What article of the constitution deals with legislative branch

Representatives meet together to discuss ideas and decide if these ideas bills should become laws. There are Representatives. The number of representatives each state gets is determined by its population. Some states have just 2 representatives. Others have as many as Both senators and representatives are elected by the eligible voters in their states.

The Judicial part of our federal government includes the Supreme Court and 9 Justices.

They are special judges who interpret laws according to the Constitution. In addition to broad legislative power, the enumerated powers of Congress include the right to tax, to borrow on behalf of the U. Many of these powers have checks and balances from the executive and judicial branches of government. Article II of the Constitution deals primarily with the executive branch of government. It also includes congressional powers related to the executive branch, including the power to determine the time of choosing members for the Electoral College and the Senate's responsibility to advise and consent to presidential nominations.

Which Article of the Constitution Outlined the Powers of Congress?

Article III of the Constitution deals with the judicial branch and grants Congress the power to establish lesser courts — that is, at a lower hierarchical level than the Supreme Court. It also grants Congress sole authority to declare punishments for treason.

Article IV of the Constitution grants Congress the power to admit new states into the union, with the stipulation that existing states can't be broken up or combined with other states without the approval of the respective states' legislatures. Article V details two methods by which the Constitution may be amended, one of which begins with supermajority — two-thirds — votes in both houses of Congress.

How are its powers different from the House of Representatives? For example, it has the power to ratify treaties and to confirm appointment to the the Court and to the president's cabinet, so earlier this year when Neil Gorsuch was appointed to the Supreme Court, he had to be confirmed by the Senate. Obviously today, the Senators are elected just like members of the House are, and I think they're every bit as partisan and almost as sensitive to public opinion as members of the House of Representatives, so the difference between the Senate and the House in that regard, maybe it hasn't completely disappeared, but it's certainly greatly diminished.

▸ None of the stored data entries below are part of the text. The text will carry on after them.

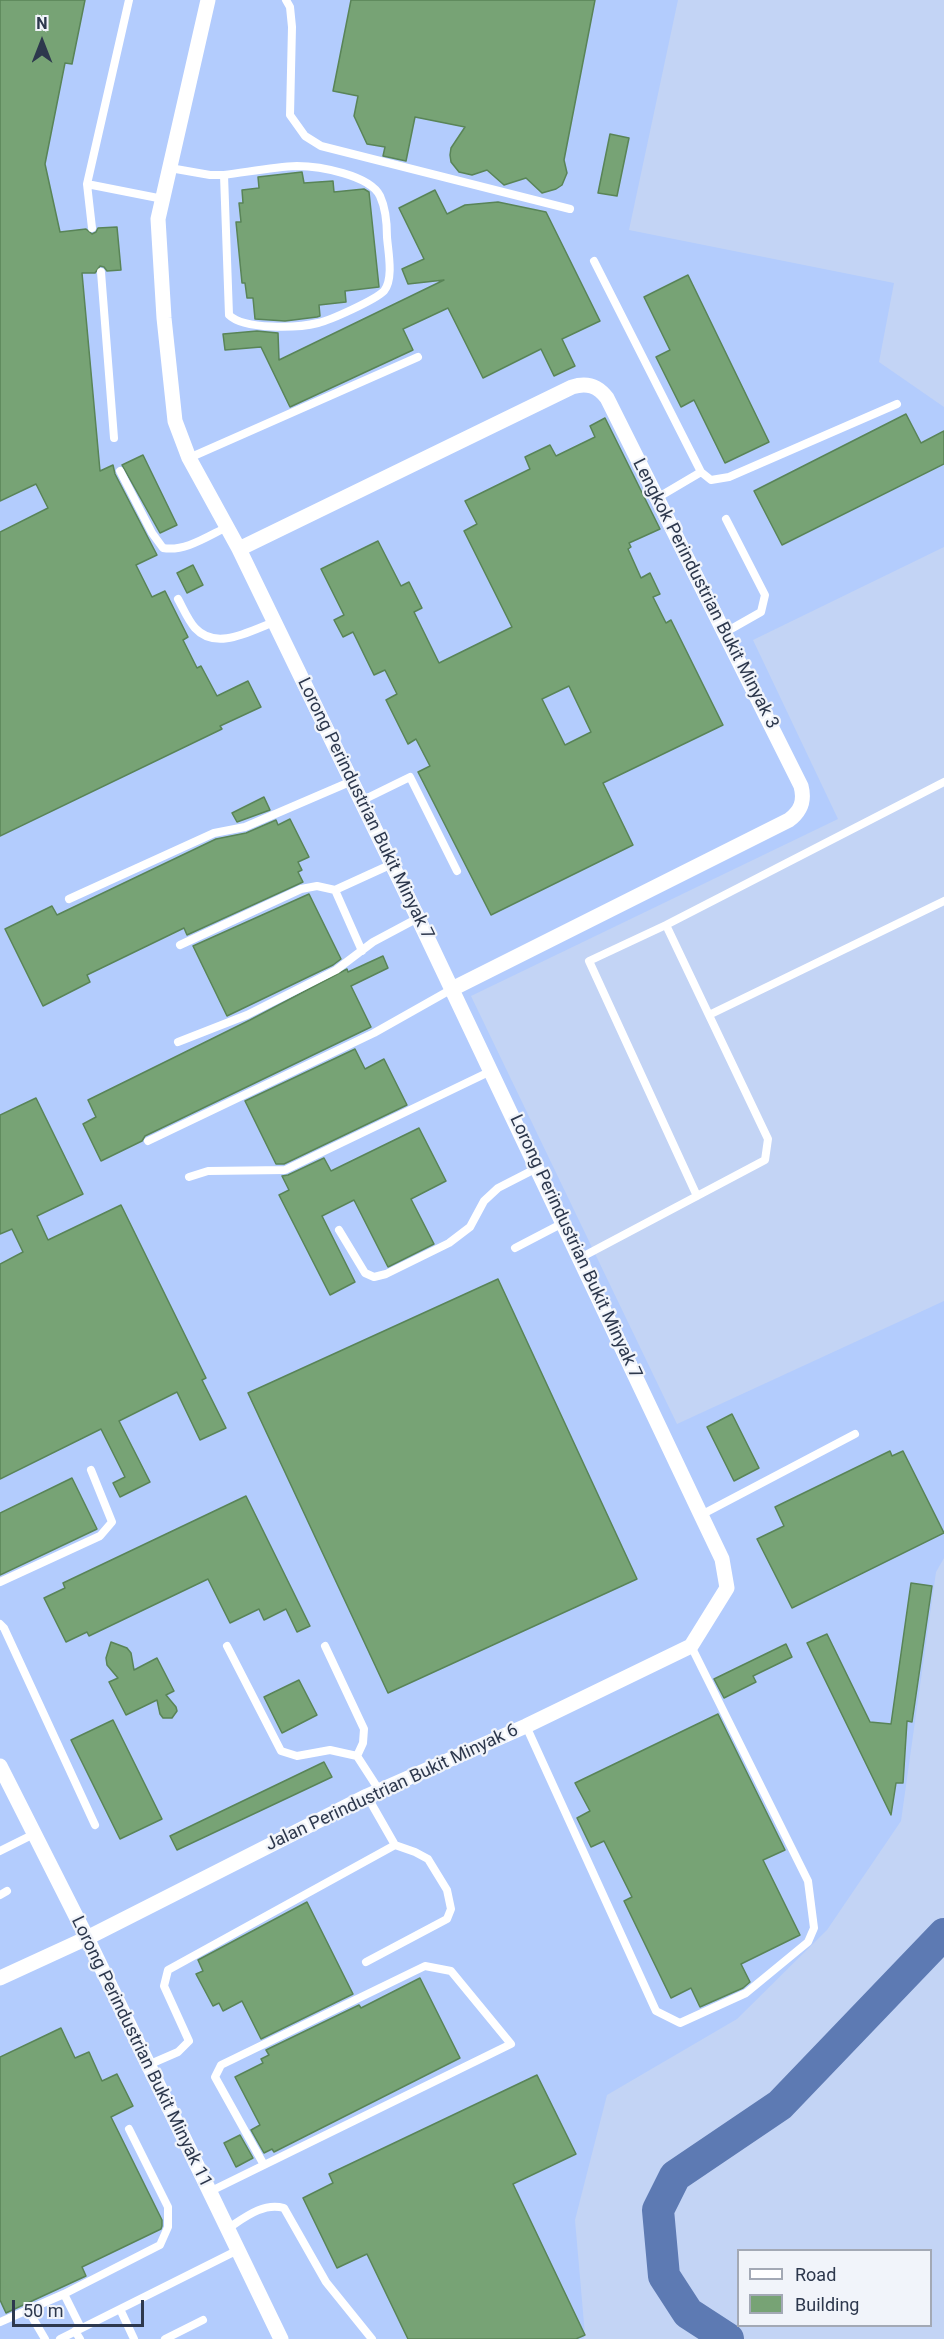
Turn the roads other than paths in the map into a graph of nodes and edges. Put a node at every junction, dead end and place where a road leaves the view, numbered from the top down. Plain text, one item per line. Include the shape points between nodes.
1 (129, 0) edge
2 (208, 0) edge
3 (286, 0) edge
4 (170, 168) junction
5 (224, 175) junction
6 (87, 184) junction
7 (163, 199) junction
8 (570, 209) dead end
9 (92, 228) dead end
10 (594, 261) dead end
11 (101, 272) dead end
12 (418, 357) dead end
13 (897, 404) dead end
14 (114, 438) dead end
15 (189, 458) junction
16 (120, 471) dead end
17 (701, 472) junction
18 (657, 498) junction
19 (726, 519) dead end
20 (228, 527) junction
21 (239, 549) junction
22 (178, 599) dead end
23 (274, 622) junction
24 (724, 633) junction
25 (352, 781) junction
26 (944, 782) edge
27 (361, 801) junction
28 (392, 864) junction
29 (457, 871) dead end
30 (335, 890) junction
31 (69, 899) dead end
32 (944, 901) edge
33 (418, 918) junction
34 (666, 925) junction
35 (180, 945) dead end
36 (362, 951) junction
37 (452, 989) junction
38 (709, 1015) junction
39 (178, 1042) dead end
40 (491, 1071) junction
41 (148, 1141) dead end
42 (537, 1168) junction
43 (189, 1177) dead end
44 (697, 1196) junction
45 (563, 1223) junction
46 (339, 1230) dead end
47 (515, 1248) dead end
48 (580, 1258) junction
49 (855, 1434) dead end
50 (91, 1470) dead end
51 (701, 1515) junction
52 (0, 1582) edge
53 (0, 1624) edge
54 (227, 1646) dead end
55 (326, 1646) dead end
56 (691, 1646) junction
57 (526, 1726) junction
58 (357, 1756) junction
59 (0, 1766) edge
60 (373, 1793) junction
61 (95, 1825) dead end
62 (34, 1834) junction
63 (394, 1845) junction
64 (0, 1851) edge
65 (87, 1938) junction
66 (366, 1962) dead end
67 (0, 1978) edge
68 (148, 2065) junction
69 (129, 2128) dead end
70 (264, 2165) junction
71 (209, 2192) junction
72 (227, 2229) junction
73 (238, 2250) junction
74 (64, 2294) junction
75 (120, 2309) junction
76 (28, 2310) junction
77 (203, 2320) dead end
78 (0, 2322) edge
79 (78, 2330) junction
80 (45, 2339) edge
81 (60, 2339) edge
82 (80, 2339) edge
83 (134, 2339) edge
84 (165, 2339) edge
85 (281, 2339) edge
86 (372, 2339) edge

1 - 6 lane
2 - 4 street, Lorong Perindustrian Bukit Minyak 7
3 - 8 lane via 292,27 290,115 305,136 321,146
4 - 5 lane
4 - 7 street, Lorong Perindustrian Bukit Minyak 7
5 - 5 lane via 229,315 234,320 247,325 320,323 372,300 385,290 386,220 380,195 366,181 298,166
6 - 7 lane
6 - 9 lane
7 - 15 street, Lorong Perindustrian Bukit Minyak 7 via 158,219 164,318 175,421
10 - 17 lane
11 - 14 lane
12 - 15 lane
13 - 17 lane via 729,477 711,480
15 - 20 street, Lorong Perindustrian Bukit Minyak 7
16 - 20 lane via 163,548 183,547
17 - 18 lane
18 - 21 street, Lengkok Perindustrian Bukit Minyak 3 via 607,398 596,387 580,384
18 - 24 street, Lengkok Perindustrian Bukit Minyak 3
19 - 24 lane via 765,595 761,612
20 - 21 street, Lorong Perindustrian Bukit Minyak 7
21 - 23 street, Lorong Perindustrian Bukit Minyak 7
22 - 23 lane via 194,627 207,638 225,639
23 - 25 street, Lorong Perindustrian Bukit Minyak 7
24 - 37 street, Lengkok Perindustrian Bukit Minyak 3 via 801,786 800,810 789,820
25 - 27 street, Lorong Perindustrian Bukit Minyak 7
25 - 31 lane via 245,827 214,832
26 - 34 lane
27 - 28 street, Lorong Perindustrian Bukit Minyak 7
27 - 29 lane via 410,777
28 - 30 lane
28 - 33 street, Lorong Perindustrian Bukit Minyak 7
30 - 35 lane via 317,886 301,889
30 - 36 lane
32 - 38 lane
33 - 36 lane
33 - 37 street, Lorong Perindustrian Bukit Minyak 7
34 - 38 lane
34 - 44 lane via 589,961
36 - 39 lane via 336,970 247,1015
37 - 40 street, Lorong Perindustrian Bukit Minyak 7
37 - 41 lane via 374,1033
38 - 44 lane via 768,1139 765,1160
40 - 42 street, Lorong Perindustrian Bukit Minyak 7
40 - 43 lane via 285,1170 208,1171
42 - 45 street, Lorong Perindustrian Bukit Minyak 7
42 - 46 lane via 498,1188 484,1201 470,1227 449,1243 386,1274 374,1277 364,1273
44 - 48 lane
45 - 47 lane
45 - 48 street, Lorong Perindustrian Bukit Minyak 7
48 - 51 street, Lorong Perindustrian Bukit Minyak 7
49 - 51 lane
50 - 52 lane via 112,1522 100,1536
51 - 56 street, Lorong Perindustrian Bukit Minyak 7 via 722,1559 727,1588
53 - 61 lane
54 - 58 lane via 280,1751 297,1756 330,1750
55 - 58 lane via 364,1729
56 - 57 street, Jalan Perindustrian Bukit Minyak 6
56 - 57 lane via 808,1881 814,1928 808,1942 746,1993 680,2023 657,2011
57 - 60 street, Jalan Perindustrian Bukit Minyak 6
58 - 60 lane
59 - 62 street, Lorong Perindustrian Bukit Minyak 11
60 - 63 lane
60 - 65 street, Jalan Perindustrian Bukit Minyak 6
62 - 64 lane
62 - 65 street, Lorong Perindustrian Bukit Minyak 11
63 - 66 lane via 428,1859 447,1890 452,1910 447,1919
63 - 68 lane via 168,1970 164,1986 189,2041 178,2052
65 - 67 street, Jalan Perindustrian Bukit Minyak 6
65 - 68 street, Lorong Perindustrian Bukit Minyak 11
68 - 71 street, Lorong Perindustrian Bukit Minyak 11
69 - 74 lane via 168,2206 168,2228 160,2245
70 - 70 lane via 307,2144 511,2044 452,1971 425,1966 231,2060 221,2065 215,2077
70 - 71 lane
71 - 72 street, Lorong Perindustrian Bukit Minyak 11
72 - 73 street, Lorong Perindustrian Bukit Minyak 11
72 - 86 lane via 255,2211 275,2205 284,2208 326,2282
73 - 75 lane
73 - 85 street, Lorong Perindustrian Bukit Minyak 11
74 - 76 lane
74 - 79 lane
75 - 79 lane
75 - 83 lane
76 - 78 lane
76 - 80 lane
77 - 84 lane
79 - 81 lane
79 - 82 lane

Are there particular powers that are reserved to the House of Representatives? Don't underestimate the importance of the House. I'll just say the House of Representatives, for example, is allowed to initiate impeachment proceedings against the president. For the big, important things, like passing legislation, you need both of them to work together.

What are its powers?

Three Branches of Government

So the judiciary, obviously, was there to judge disputes between people, to run the court system, et cetera. The executive was there to carry out the laws. And so the executive's job is to administer the law once it has been made. And of course the legislature is there to legislate. So its main job was to make the law.

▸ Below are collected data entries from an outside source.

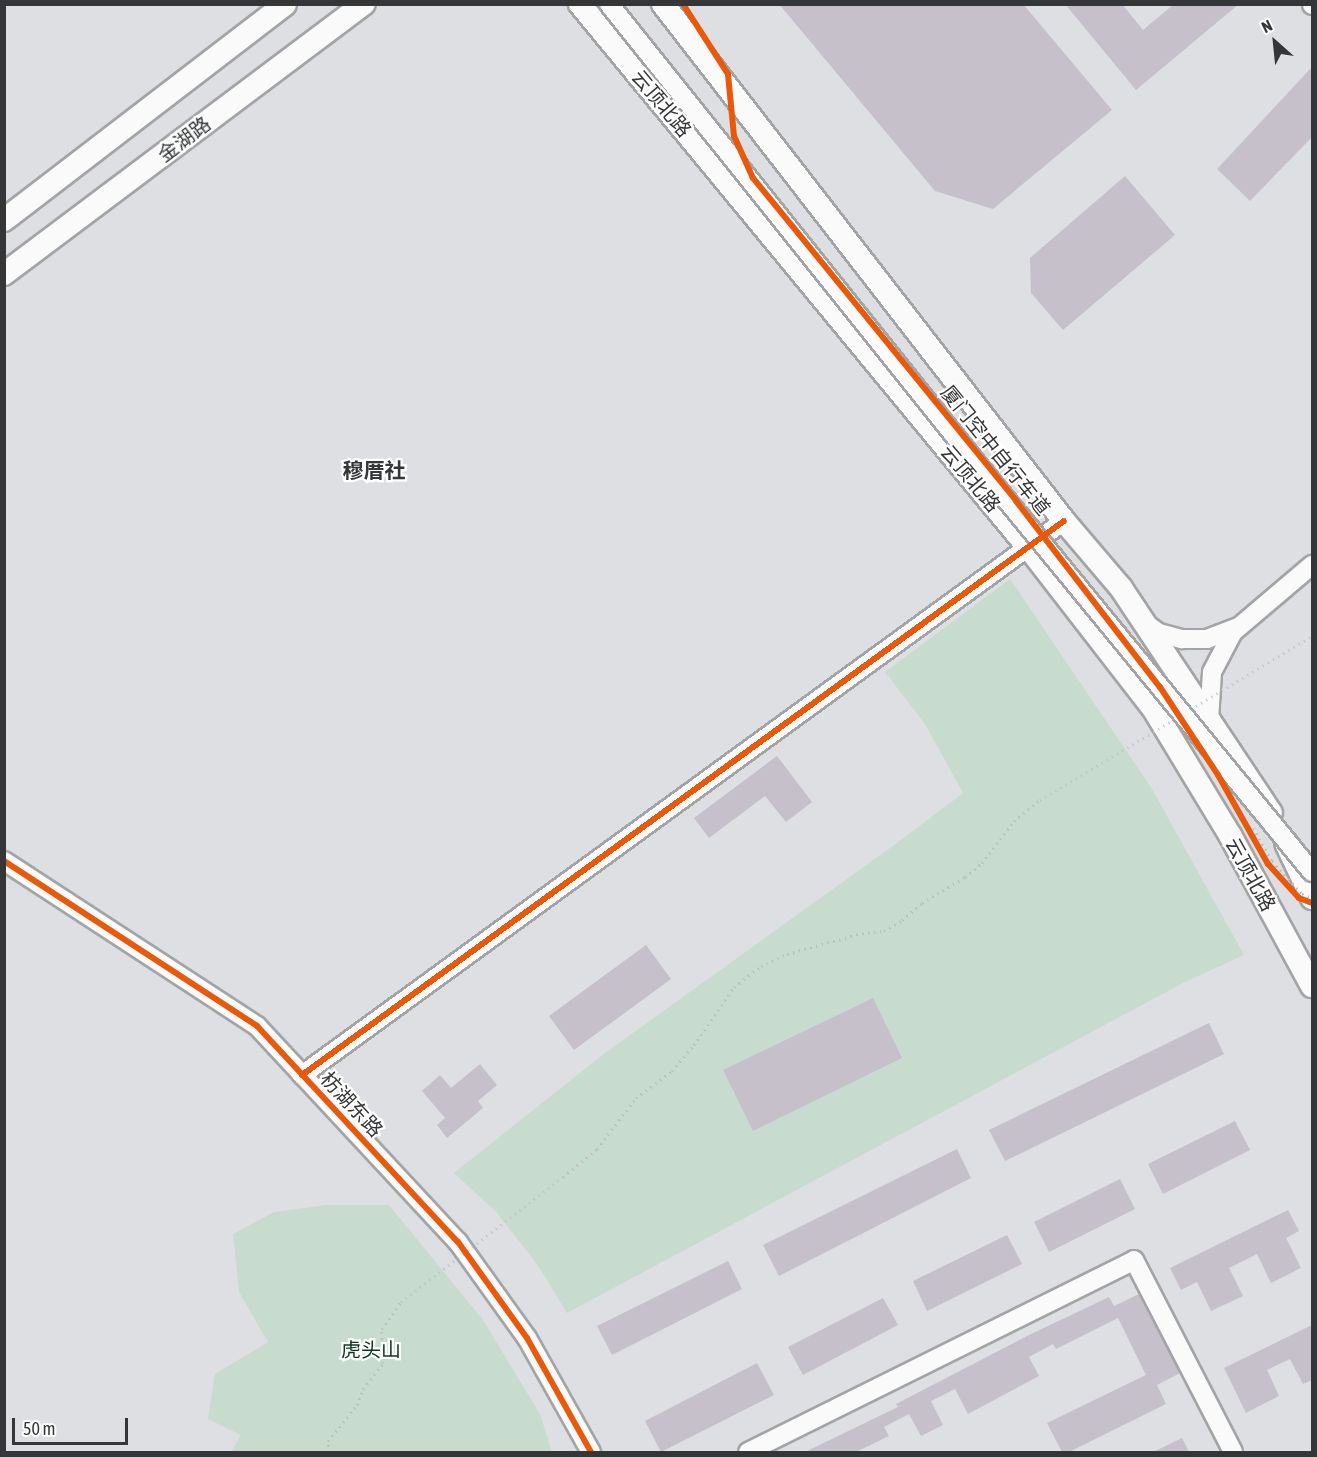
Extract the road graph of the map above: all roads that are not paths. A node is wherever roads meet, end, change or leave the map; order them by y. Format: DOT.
graph roads {
  1 [pos="285,4"];
  2 [pos="364,4"];
  3 [pos="580,4"];
  4 [pos="609,4"];
  5 [pos="663,4"];
  6 [pos="4,220"];
  7 [pos="4,274"];
  8 [pos="1064,521"];
  9 [pos="1028,546"];
  10 [pos="1312,565"];
  11 [pos="1145,623"];
  12 [pos="1238,627"];
  13 [pos="1209,720"];
  14 [pos="4,861"];
  15 [pos="1312,872"];
  16 [pos="1312,901"];
  17 [pos="1312,987"];
  18 [pos="302,1074"];
  19 [pos="758,1450"];
  20 [pos="591,1452"];
  21 [pos="1233,1452"];
  1 -- 6 [label="main road"];
  2 -- 7 [label="main road, 金湖路"];
  3 -- 9 [label="main road, 云顶北路"];
  4 -- 15 [label="street, bridge"];
  5 -- 8 [label="main road"];
  8 -- 9 [label="street"];
  8 -- 11 [label="main road"];
  9 -- 17 [label="main road, 云顶北路"];
  9 -- 18 [label="street"];
  10 -- 12 [label="street"];
  11 -- 12 [label="street"];
  11 -- 13 [label="main road"];
  12 -- 13 [label="street"];
  13 -- 16 [label="main road"];
  14 -- 18 [label="street, 枋湖东路"];
  18 -- 20 [label="street, 枋湖东路"];
  19 -- 21 [label="street"];
}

The 7 Articles of the US Constitution - dummies

And at the time, I will just tell you, everyone thought that the big gorilla in the room was Congress, that it would be by far the most powerful organization. The framers simply did not anticipate how powerful both the judiciary and the president would become over time.

The president could refuse to accept laws passed by Congress, he could veto them. In that event, Congress can only override it if two-thirds of both the House and the Senate voted to do so. Congress, on the other hand, can pressure the president in various ways.

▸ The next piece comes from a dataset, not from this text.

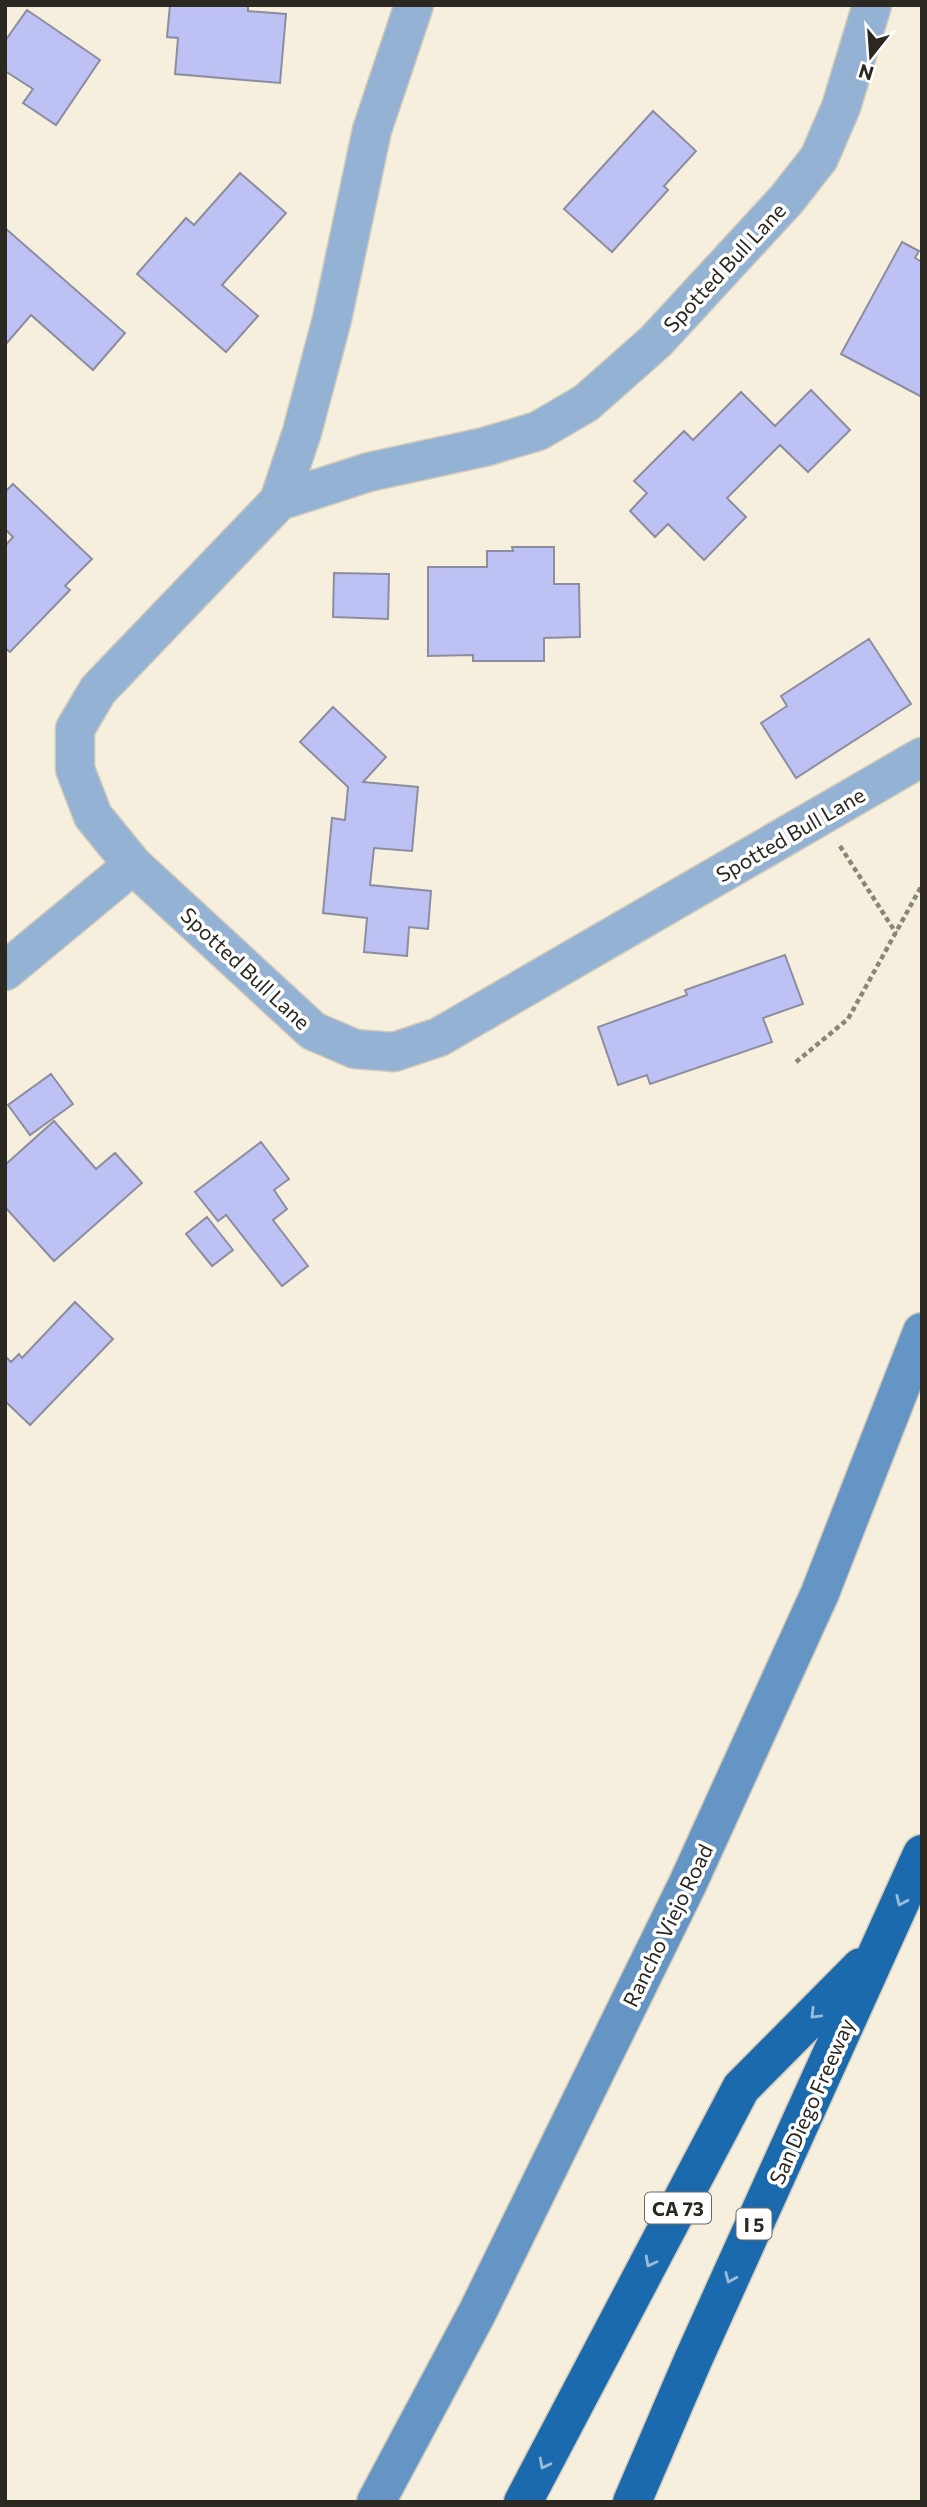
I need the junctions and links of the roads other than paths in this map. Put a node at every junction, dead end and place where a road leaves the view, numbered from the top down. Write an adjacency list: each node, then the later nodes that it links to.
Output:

The Constitution of the United States

They can hold hearings investigating his conduct on various issues. They can de-fund agencies of the Executive Branch whose job performance they don't like. They can refuse to confirm the president's appointees to various offices, and in extreme cases, that have happened a couple of times in our history, Congress can even impeach the president, and if he gets convicted in the Senate, then he would be removed from office. This is what led to the resignation of Richard Nixon.

summerattractioncamp.pickupartist.ro/wp-content/2019-08-29/5007-contactos-sexuales-mujeres.php The House of Representatives impeached him, and Nixon resigned before he could be tried in the Senate. President Andrew Johnson and President Bill Clinton were also both impeached, and in both cases, the Senate ultimately acquitted them, but it was still a very painful time for both of those presidents.